Task item:
Within the listing below, locate all lines containing the word "Tech". Copy each one.
★ ★ ★ ★ ★
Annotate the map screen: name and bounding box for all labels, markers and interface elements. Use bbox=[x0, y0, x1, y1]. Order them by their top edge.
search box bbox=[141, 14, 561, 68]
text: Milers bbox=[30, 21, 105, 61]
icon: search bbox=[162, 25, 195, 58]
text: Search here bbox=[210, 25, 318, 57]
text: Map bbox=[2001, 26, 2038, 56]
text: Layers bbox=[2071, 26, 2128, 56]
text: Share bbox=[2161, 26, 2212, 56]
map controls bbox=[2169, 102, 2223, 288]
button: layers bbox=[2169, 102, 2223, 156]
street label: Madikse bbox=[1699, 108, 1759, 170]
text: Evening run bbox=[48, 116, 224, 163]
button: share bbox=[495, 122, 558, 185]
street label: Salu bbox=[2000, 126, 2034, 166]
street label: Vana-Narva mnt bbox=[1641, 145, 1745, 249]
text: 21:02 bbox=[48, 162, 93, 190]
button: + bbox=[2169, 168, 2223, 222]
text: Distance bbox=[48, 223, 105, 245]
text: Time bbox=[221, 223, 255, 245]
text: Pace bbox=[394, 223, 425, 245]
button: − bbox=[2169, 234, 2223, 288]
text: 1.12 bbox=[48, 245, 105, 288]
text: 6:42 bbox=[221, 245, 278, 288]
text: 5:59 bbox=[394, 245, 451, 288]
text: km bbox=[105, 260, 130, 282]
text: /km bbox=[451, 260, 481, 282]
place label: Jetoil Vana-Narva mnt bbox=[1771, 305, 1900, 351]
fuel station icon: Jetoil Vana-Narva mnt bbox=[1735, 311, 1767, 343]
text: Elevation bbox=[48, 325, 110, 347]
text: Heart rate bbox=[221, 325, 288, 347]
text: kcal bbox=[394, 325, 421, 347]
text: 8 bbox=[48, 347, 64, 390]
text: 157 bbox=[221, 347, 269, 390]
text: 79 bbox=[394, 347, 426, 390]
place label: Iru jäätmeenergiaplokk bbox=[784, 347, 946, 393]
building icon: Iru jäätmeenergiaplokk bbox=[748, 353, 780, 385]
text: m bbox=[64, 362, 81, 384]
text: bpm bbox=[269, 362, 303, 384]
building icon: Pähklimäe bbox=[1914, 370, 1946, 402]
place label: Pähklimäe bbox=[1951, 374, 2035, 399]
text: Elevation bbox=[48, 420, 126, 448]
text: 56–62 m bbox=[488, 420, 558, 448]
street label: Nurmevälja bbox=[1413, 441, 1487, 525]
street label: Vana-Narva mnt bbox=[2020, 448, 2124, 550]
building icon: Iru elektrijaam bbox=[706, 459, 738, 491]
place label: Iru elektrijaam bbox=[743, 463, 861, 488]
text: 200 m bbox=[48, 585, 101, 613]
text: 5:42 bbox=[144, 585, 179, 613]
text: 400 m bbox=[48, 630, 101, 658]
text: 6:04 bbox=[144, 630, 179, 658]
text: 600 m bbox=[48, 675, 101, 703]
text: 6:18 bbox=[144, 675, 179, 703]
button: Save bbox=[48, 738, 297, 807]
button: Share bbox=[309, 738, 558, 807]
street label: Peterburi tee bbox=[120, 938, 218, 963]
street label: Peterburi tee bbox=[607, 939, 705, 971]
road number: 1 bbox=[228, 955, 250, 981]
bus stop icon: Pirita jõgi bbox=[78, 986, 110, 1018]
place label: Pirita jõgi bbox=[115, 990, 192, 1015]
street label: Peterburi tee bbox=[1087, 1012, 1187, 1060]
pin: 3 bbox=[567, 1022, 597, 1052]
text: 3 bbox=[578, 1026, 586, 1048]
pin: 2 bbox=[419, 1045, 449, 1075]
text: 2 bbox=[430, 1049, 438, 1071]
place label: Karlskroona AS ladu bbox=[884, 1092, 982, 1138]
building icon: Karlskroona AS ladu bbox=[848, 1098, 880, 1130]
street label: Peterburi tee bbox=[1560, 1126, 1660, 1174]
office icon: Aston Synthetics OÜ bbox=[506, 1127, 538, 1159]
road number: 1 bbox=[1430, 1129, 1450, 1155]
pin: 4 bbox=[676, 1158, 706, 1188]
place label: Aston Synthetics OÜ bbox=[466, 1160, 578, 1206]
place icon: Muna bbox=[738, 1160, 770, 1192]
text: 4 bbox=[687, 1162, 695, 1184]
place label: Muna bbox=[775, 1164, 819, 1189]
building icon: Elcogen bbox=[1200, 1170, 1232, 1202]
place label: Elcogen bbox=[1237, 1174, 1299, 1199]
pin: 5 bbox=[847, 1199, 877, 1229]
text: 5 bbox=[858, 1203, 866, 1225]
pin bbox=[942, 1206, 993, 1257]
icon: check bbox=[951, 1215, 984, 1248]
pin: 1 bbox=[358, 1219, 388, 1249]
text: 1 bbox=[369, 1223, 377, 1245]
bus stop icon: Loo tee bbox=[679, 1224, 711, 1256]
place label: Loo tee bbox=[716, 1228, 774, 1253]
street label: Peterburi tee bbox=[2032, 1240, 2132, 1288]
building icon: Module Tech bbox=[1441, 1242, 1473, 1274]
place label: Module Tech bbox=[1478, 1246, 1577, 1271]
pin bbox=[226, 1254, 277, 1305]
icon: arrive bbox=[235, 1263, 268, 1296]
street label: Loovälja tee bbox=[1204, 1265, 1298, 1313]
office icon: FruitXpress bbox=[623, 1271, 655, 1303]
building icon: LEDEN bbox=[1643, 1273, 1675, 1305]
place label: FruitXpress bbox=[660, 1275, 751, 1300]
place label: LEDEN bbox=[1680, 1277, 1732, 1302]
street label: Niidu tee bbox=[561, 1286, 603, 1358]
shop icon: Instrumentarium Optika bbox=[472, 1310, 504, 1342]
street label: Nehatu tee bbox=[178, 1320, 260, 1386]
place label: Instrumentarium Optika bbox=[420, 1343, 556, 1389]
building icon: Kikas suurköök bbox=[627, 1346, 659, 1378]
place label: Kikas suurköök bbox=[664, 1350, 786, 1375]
★ ★ ★ ★ ★
Final answer:
building icon: Module Tech bbox=[1441, 1242, 1473, 1274]
place label: Module Tech bbox=[1478, 1246, 1577, 1271]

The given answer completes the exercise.